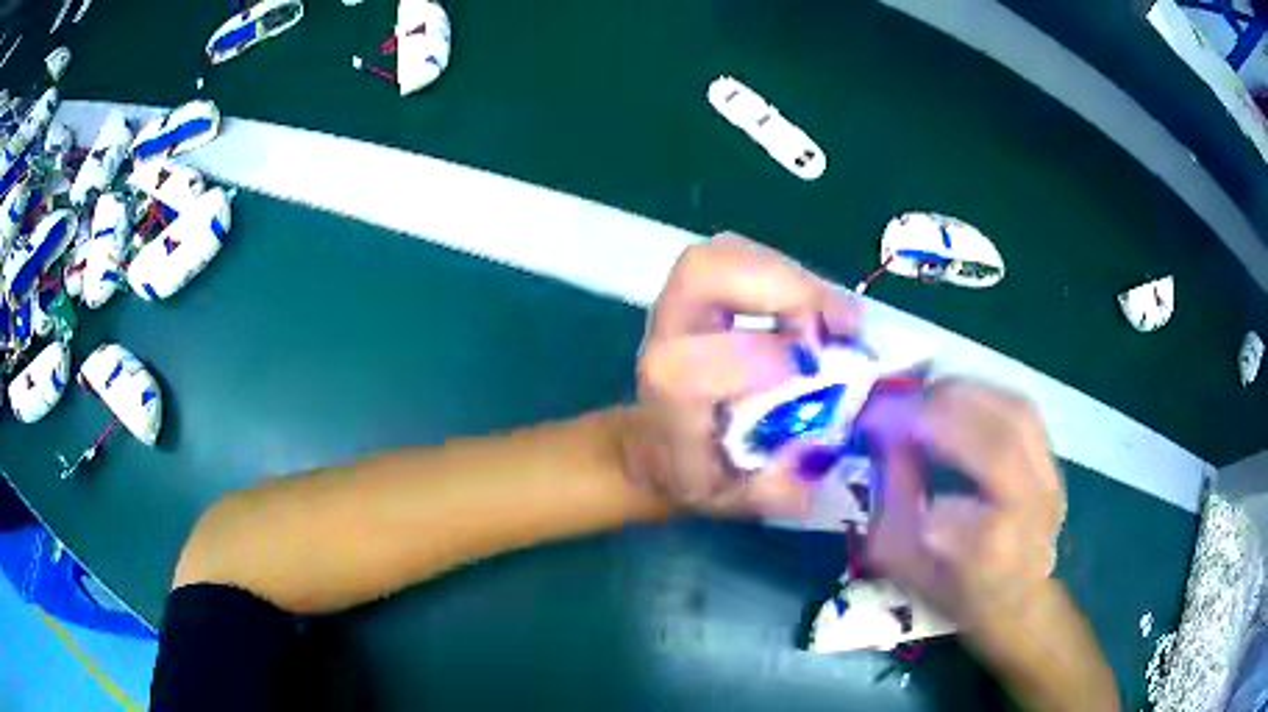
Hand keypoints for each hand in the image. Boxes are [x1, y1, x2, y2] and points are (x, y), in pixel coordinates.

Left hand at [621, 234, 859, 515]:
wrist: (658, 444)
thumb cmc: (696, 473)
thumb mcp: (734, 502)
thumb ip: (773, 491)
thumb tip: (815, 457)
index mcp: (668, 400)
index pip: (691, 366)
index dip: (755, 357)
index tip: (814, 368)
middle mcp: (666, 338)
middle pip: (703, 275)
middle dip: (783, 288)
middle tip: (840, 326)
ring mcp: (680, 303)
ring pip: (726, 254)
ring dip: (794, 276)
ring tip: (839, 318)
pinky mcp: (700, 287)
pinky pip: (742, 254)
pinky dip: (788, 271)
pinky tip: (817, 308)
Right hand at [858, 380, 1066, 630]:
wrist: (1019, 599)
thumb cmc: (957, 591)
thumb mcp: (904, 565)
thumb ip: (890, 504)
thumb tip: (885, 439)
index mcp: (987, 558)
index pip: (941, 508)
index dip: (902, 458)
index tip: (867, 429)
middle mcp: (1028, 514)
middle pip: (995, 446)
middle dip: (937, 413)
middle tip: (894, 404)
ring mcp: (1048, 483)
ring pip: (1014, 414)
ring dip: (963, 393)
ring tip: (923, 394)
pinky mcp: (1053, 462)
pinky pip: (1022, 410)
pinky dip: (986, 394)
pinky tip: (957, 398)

####################

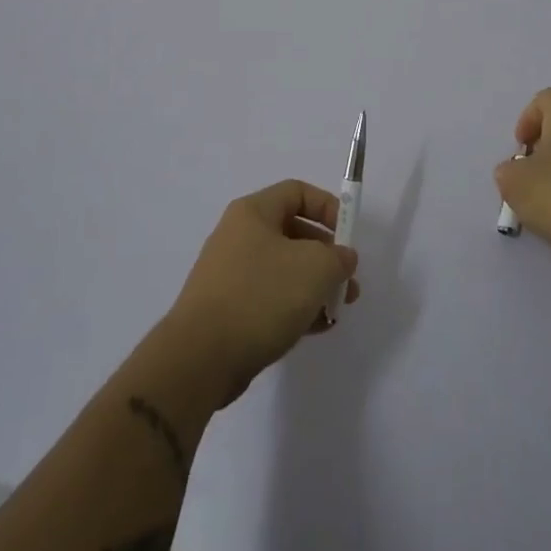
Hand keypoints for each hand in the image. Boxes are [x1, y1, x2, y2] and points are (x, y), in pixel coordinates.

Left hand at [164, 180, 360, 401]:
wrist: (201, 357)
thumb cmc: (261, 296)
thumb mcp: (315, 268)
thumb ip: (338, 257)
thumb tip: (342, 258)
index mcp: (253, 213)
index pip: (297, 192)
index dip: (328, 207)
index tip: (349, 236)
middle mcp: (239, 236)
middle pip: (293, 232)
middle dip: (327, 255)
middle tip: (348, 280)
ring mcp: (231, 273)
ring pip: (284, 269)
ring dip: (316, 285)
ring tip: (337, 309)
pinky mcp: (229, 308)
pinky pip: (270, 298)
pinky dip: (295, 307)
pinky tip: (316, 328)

####################

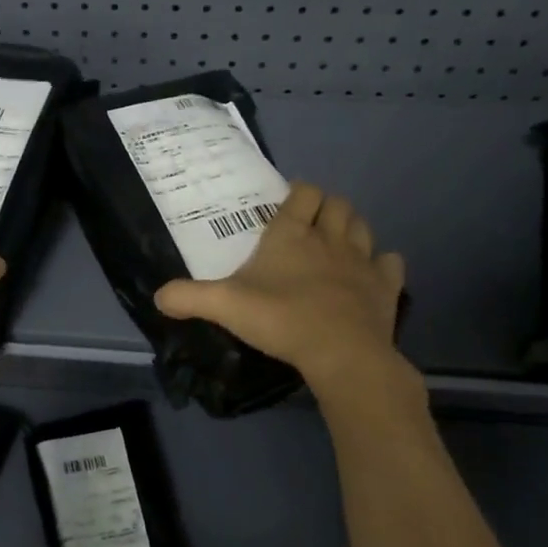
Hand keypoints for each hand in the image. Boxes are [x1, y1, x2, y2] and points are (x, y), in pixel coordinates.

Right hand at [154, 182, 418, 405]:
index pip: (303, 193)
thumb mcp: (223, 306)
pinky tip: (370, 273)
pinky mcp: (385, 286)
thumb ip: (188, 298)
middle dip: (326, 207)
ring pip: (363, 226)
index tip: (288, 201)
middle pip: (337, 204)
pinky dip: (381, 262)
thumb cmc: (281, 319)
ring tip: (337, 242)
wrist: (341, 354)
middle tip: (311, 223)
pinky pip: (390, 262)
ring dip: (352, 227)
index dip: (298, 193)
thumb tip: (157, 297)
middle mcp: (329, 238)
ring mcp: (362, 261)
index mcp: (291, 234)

####################

**Description of the task**
The lines needed are those in the data above that hold the string "hand"; copy each of them.

**Answer space**
Hand keypoints for each hand in the image. Boxes are [x1, y1, x2, y2] and points are (x, y), in pixel coordinates.
Left hand at [621, 234, 859, 515]:
Right hand at [858, 380, 1066, 630]:
Hand keypoints for each hand in the image. Boxes are [x1, y1, x2, y2] and points are (x, y), in pixel coordinates.
Left hand at [164, 180, 360, 401]:
Hand keypoints for each hand in the image. Boxes are [x1, y1, x2, y2] and points are (x, y), in pixel coordinates.
Right hand at [154, 182, 418, 405]:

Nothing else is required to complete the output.